------ AVAILABLE RECORDS ------
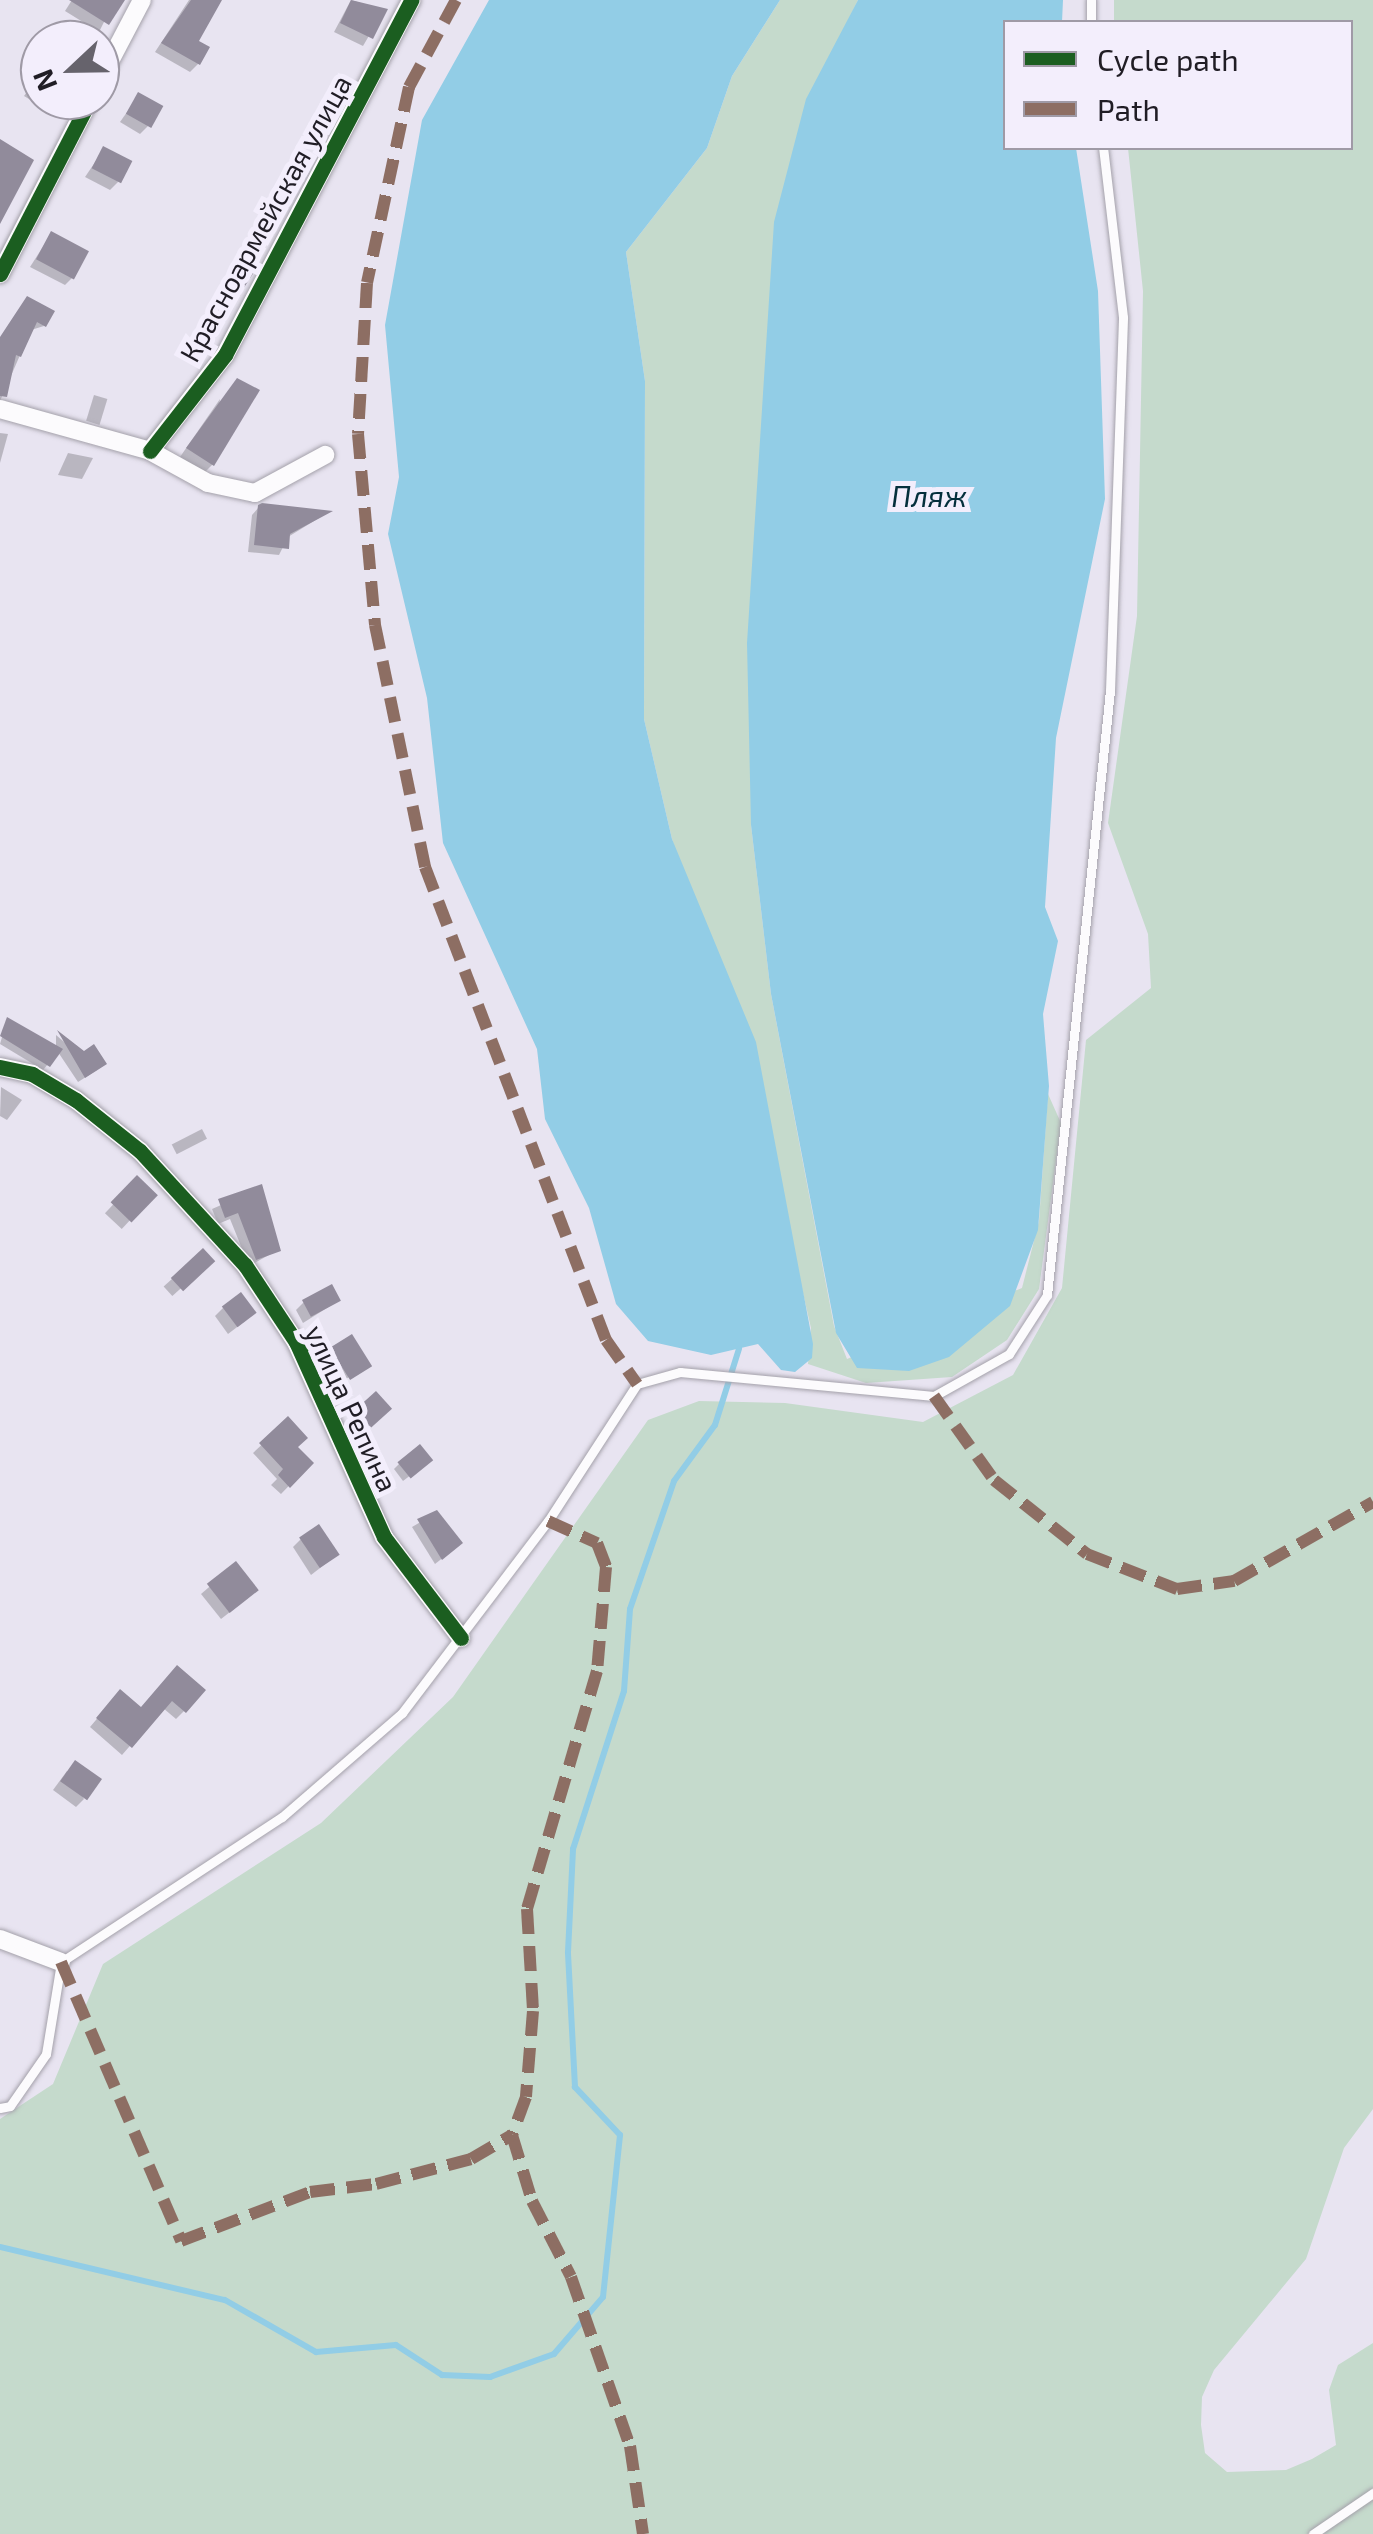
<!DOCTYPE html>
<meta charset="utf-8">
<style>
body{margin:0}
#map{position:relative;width:1373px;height:2534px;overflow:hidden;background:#e8e4f1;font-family:"Exo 2",sans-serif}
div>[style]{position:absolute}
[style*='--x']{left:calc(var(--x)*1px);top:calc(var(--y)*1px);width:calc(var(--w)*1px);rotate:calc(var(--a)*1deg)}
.green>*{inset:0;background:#c5dacc}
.water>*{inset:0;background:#92cde6}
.shadow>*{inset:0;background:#0003;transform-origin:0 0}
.stream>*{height:6px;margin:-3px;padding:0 3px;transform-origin:3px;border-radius:3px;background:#92cde6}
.building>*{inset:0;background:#918b9b;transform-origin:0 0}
.roads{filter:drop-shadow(0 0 2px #a4a1aa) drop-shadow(0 0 2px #a4a1aa)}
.service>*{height:9px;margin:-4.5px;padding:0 4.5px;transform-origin:4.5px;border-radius:4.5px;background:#fcfbfd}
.minor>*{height:18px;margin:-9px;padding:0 9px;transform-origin:9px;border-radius:9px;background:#fcfbfd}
.quiet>*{height:12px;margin-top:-6px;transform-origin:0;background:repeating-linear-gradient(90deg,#8d6e63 0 25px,transparent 0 37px)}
.cycleway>*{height:15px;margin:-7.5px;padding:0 7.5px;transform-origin:7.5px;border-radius:7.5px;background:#1b5e20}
span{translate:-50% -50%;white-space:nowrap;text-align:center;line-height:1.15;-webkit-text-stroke:10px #f3eefc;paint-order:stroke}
.street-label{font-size:28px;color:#201d25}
.water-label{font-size:30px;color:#042f3c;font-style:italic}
.legend{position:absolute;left:1003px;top:20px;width:350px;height:130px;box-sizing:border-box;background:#f3eefc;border:2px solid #9f9aa6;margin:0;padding:12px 18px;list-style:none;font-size:30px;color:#201d25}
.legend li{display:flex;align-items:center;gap:20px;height:50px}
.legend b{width:50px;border:2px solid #9f9aa6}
.north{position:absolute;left:20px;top:20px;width:100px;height:100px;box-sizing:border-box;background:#f3eefc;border:2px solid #9f9aa6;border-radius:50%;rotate:248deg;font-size:28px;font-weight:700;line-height:40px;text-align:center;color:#201d25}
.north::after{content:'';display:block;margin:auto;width:35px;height:45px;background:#66636c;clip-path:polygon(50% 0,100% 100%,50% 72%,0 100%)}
</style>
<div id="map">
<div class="green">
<i style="clip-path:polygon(780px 0,858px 0,840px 37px,751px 825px,771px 994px,834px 1326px,847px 1359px,1022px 1288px,1039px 1221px,1048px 1094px,1061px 1123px,1039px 1289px,1007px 1340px,952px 1377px,866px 1383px,808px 1364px,811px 1328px,779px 1189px,672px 839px,644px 719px,645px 381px,626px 252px,707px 148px,732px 76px)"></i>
<i style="clip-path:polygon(1114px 0,1373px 0,1373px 2109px,1344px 2148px,1306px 2259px,1214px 2370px,1202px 2397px,1201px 2425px,1205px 2453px,1227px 2472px,1286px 2470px,1312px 2459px,1336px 2445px,1329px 2390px,1338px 2365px,1373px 2343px,1373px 2534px,0 2534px,0 2119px,53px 2084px,103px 1964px,321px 1823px,453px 1697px,648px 1420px,699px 1401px,785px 1403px,923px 1422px,1013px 1375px,1062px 1288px,1086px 1040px,1151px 988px,1148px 934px,1108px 823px,1137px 616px,1143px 291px,1128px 148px,1350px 148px,1350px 22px,1114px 22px)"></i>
</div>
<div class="water">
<i style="clip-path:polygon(489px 0,780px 0,732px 76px,707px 148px,626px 252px,645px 381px,644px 719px,672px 839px,756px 1042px,813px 1344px,812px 1358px,795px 1372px,781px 1370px,758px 1344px,711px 1355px,648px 1341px,616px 1304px,589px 1208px,545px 1119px,537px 1049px,443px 843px,427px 698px,388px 534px,399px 477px,385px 325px,422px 120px)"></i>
<i style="clip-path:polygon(858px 0,1063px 0,1062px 22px,1006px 22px,1006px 148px,1076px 148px,1098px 291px,1105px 499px,1056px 738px,1045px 907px,1058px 941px,1043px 1014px,1049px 1086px,1038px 1230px,1010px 1306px,949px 1357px,909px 1371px,857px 1368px,836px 1333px,771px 994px,751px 825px,747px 643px,774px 222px,806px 99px)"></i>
</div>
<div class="shadow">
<i style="clip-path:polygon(72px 0,115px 0,99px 32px,65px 11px)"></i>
<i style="clip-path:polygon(189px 0,214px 0,196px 42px,198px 64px,190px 72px,155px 52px)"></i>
<i style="clip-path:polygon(351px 0,384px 10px,363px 46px,334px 32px)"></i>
<i style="clip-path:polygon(40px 74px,40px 100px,66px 100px,54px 114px,24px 96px)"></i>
<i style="clip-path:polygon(139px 95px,148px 126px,140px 134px,120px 122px)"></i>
<i style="clip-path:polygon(104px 149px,118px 182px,110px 190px,85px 177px)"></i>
<i style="clip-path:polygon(51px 234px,73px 277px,65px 285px,30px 267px)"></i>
<i style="clip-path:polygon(238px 263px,228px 309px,220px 317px,207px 309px)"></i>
<i style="clip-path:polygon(28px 299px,44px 326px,31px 330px,0 401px,0 338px)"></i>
<i style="left:94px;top:395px;width:14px;height:27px;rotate:17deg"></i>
<i style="clip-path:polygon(220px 399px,212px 465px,204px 473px,180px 457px)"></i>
<i style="clip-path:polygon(0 433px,8px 434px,0 463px)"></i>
<i style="clip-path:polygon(68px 453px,93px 458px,82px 479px,58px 475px)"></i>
<i style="clip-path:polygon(259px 507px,327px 513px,288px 537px,279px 555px,248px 552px,252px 515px)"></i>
<i style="clip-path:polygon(7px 1020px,56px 1048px,56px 1035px,97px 1070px,78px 1082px,58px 1052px,43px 1070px,0 1044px)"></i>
<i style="clip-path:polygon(1px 1087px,22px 1100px,7px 1120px,0 1116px)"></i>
<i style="left:202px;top:1129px;width:11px;height:34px;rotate:63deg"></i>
<i style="left:137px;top:1179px;width:23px;height:47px;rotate:43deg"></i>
<i style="clip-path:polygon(260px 1188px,278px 1250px,249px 1266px,230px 1219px,218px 1224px,212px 1209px)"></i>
<i style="left:203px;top:1251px;width:13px;height:53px;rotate:48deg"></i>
<i style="clip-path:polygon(338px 1301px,303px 1323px,296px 1310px,304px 1302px)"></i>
<i style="clip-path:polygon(223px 1308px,245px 1321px,228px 1334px,215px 1316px)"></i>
<i style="clip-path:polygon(330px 1348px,368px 1366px,339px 1383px,324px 1354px)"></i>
<i style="clip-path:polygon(356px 1411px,380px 1417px,360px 1434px,348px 1419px)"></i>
<i style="clip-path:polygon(288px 1420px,294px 1448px,311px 1463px,281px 1494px,271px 1485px,277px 1479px,253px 1453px)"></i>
<i style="clip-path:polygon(399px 1464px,424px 1465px,403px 1481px,394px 1469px)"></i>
<i style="clip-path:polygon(436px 1513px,454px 1549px,435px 1564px,412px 1527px)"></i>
<i style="clip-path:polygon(301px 1539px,337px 1555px,311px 1575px,293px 1547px)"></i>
<i style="clip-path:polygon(236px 1564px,248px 1598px,221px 1619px,201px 1594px)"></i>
<i style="clip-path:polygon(169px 1676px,184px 1711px,176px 1719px,163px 1708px,122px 1755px,90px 1727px,112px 1701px,140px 1710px)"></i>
<i style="clip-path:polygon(67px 1771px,84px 1799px,76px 1807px,53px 1790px)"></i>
</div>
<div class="stream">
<i style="--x:0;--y:2247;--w:231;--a:13.3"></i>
<i style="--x:225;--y:2300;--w:105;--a:29.7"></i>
<i style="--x:316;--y:2352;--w:80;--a:-5"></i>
<i style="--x:396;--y:2345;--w:55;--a:33.1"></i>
<i style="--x:442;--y:2375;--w:48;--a:2.4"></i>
<i style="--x:490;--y:2377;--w:68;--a:-19.8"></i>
<i style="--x:554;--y:2354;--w:75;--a:-49.3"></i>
<i style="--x:603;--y:2297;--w:163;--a:-84"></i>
<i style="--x:620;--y:2135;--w:66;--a:-133.2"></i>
<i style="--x:575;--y:2087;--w:135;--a:-93"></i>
<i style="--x:568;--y:1952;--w:103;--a:-87.2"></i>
<i style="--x:573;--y:1849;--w:166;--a:-72.1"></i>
<i style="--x:624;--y:1691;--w:82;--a:-85.8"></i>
<i style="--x:630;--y:1609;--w:135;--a:-71"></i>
<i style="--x:674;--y:1481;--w:69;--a:-53.8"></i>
<i style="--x:715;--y:1425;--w:80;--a:-72.5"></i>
</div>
<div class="building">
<i style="clip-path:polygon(69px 0,125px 0,109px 25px)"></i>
<i style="clip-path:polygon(191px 0,222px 0,199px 41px,210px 47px,200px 65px,161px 43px)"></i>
<i style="clip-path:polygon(351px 0,388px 9px,373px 39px,340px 23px)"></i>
<i style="left:138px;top:92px;width:29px;height:25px;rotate:29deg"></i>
<i style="clip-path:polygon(0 139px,34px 160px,0 224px)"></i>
<i style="left:103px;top:146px;width:33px;height:25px;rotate:27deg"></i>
<i style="left:51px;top:231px;width:43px;height:32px;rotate:28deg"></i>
<i style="left:238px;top:260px;width:20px;height:47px;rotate:33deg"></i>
<i style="clip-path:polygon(27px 296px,55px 311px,46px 327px,37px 322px,21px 357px,16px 355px,7px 397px,0 396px,0 337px)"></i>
<i style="clip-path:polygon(237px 378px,260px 390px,214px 466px,186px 448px)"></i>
<i style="clip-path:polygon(258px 505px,262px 503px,333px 511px,290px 534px,289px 549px,254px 545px)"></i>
<i style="clip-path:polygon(7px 1017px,63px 1049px,50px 1067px,0 1036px)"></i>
<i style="clip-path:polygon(57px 1030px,84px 1051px,94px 1044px,107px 1064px,85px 1078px)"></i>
<i style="left:137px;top:1175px;width:29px;height:38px;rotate:44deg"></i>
<i style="clip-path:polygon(262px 1184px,281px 1251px,256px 1260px,238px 1213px,225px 1218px,218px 1199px)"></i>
<i style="left:203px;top:1248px;width:18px;height:44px;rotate:47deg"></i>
<i style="left:332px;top:1284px;width:19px;height:34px;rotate:62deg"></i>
<i style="left:241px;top:1292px;width:26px;height:24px;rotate:53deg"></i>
<i style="left:352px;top:1334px;width:38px;height:26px;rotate:58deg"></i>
<i style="left:376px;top:1391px;width:24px;height:28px;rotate:48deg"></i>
<i style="clip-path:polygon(288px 1416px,308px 1438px,298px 1447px,314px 1463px,290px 1488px,278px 1475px,283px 1469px,259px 1443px)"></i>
<i style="left:420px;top:1444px;width:21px;height:29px;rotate:51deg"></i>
<i style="clip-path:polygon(437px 1510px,463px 1543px,442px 1560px,417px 1519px)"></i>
<i style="left:319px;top:1524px;width:37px;height:24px;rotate:56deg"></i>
<i style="left:236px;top:1561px;width:37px;height:37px;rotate:52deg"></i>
<i style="clip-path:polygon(177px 1665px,206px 1690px,186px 1713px,172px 1701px,132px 1748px,96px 1718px,120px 1689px,141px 1707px)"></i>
<i style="left:75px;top:1760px;width:33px;height:26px;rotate:35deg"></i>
</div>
<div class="roads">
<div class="service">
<i style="--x:1091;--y:22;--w:22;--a:-90"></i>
<i style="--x:0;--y:2108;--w:10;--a:-11"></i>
<i style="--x:10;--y:2106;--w:63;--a:-55.3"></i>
<i style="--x:46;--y:2054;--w:93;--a:-80.7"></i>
<i style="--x:61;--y:1962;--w:264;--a:-33.3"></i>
<i style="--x:282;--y:1817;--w:159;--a:-40.9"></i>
<i style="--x:402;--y:1713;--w:241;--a:-52.8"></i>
<i style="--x:548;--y:1521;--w:163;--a:-57"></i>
<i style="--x:637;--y:1384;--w:45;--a:-15.6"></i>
<i style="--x:680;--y:1372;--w:255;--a:5.4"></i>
<i style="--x:934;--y:1396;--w:86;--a:-29.2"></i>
<i style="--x:1009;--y:1354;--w:70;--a:-57.2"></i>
<i style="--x:1047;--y:1295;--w:607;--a:-84.05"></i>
<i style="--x:1110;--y:691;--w:374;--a:-88"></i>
<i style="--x:1123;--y:317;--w:170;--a:-96.7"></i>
<i style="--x:1313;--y:2534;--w:73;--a:-34.3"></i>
</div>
<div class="minor">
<i style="--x:100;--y:80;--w:90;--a:-62.3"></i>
<i style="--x:0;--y:274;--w:196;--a:-62.7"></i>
<i style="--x:0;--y:409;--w:156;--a:15.6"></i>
<i style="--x:150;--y:451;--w:66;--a:28.9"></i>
<i style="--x:208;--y:483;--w:48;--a:12"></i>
<i style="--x:255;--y:493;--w:80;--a:-28.5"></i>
<i style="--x:150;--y:451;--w:122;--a:-52"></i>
<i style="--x:225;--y:355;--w:401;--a:-62.3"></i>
<i style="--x:0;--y:1067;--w:33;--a:12"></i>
<i style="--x:32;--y:1074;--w:51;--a:30.6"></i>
<i style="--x:76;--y:1100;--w:82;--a:38.6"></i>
<i style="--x:140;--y:1151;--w:155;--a:47.4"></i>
<i style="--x:245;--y:1265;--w:92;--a:56.5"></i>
<i style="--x:296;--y:1342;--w:214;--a:65.7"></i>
<i style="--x:384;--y:1537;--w:127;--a:52.7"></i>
<i style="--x:0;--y:1939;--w:65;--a:20.7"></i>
</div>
</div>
<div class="quiet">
<i style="--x:456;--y:0;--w:99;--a:118.4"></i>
<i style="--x:409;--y:87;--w:200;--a:102.1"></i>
<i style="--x:367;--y:283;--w:151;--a:93.4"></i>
<i style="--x:358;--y:434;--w:192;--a:84.9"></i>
<i style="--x:375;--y:625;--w:247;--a:78.3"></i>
<i style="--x:425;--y:867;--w:506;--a:69.06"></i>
<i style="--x:606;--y:1340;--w:54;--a:54.8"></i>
<i style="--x:934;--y:1396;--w:103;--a:54.5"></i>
<i style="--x:994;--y:1480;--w:119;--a:38.5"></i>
<i style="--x:1087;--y:1554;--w:97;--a:21.3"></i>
<i style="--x:1177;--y:1589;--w:58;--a:-8"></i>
<i style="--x:1234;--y:1581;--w:160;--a:-29.6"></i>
<i style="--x:548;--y:1521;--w:54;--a:24.2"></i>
<i style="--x:597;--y:1543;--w:26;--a:69"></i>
<i style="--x:606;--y:1567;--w:104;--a:94.9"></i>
<i style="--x:597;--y:1671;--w:248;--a:106.4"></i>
<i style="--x:527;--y:1909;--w:102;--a:86.6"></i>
<i style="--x:533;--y:2011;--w:86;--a:94.7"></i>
<i style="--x:526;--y:2097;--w:40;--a:110.2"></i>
<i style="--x:512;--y:2135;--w:69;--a:73.1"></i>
<i style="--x:532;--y:2201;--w:85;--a:62.8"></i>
<i style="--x:571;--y:2277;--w:179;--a:70.8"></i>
<i style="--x:630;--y:2446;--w:89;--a:81.6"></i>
<i style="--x:61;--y:1962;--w:304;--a:66.7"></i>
<i style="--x:181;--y:2241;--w:138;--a:-20.8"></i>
<i style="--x:310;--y:2192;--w:66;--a:-6.9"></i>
<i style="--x:376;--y:2184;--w:98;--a:-14.7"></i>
<i style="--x:471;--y:2159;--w:48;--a:-30.3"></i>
</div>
<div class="cycleway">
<i style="--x:0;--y:274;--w:196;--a:-62.7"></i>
<i style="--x:150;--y:451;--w:122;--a:-52"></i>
<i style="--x:225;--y:355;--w:401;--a:-62.3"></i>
<i style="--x:0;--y:1067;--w:33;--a:12"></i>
<i style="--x:32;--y:1074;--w:51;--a:30.6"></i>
<i style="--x:76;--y:1100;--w:82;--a:38.6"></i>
<i style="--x:140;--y:1151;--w:155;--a:47.4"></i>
<i style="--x:245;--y:1265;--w:92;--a:56.5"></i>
<i style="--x:296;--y:1342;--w:214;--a:65.7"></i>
<i style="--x:384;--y:1537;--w:127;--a:52.7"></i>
</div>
<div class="street-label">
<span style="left:265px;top:218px;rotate:-61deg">Красноармейская улица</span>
<span style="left:352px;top:1408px;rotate:65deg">улица Репина</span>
</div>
<div class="water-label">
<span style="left:929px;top:495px">Пляж</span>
</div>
<ul class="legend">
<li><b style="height:12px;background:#1b5e20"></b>Cycle path</li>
<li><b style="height:12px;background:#8d6e63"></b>Path</li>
</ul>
<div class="north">N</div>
</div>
------
• WHAT TO WORK ON
If a line in the material above contains "service", show that line.

• EXPECTED ANSWER
.service>*{height:9px;margin:-4.5px;padding:0 4.5px;transform-origin:4.5px;border-radius:4.5px;background:#fcfbfd}
<div class="service">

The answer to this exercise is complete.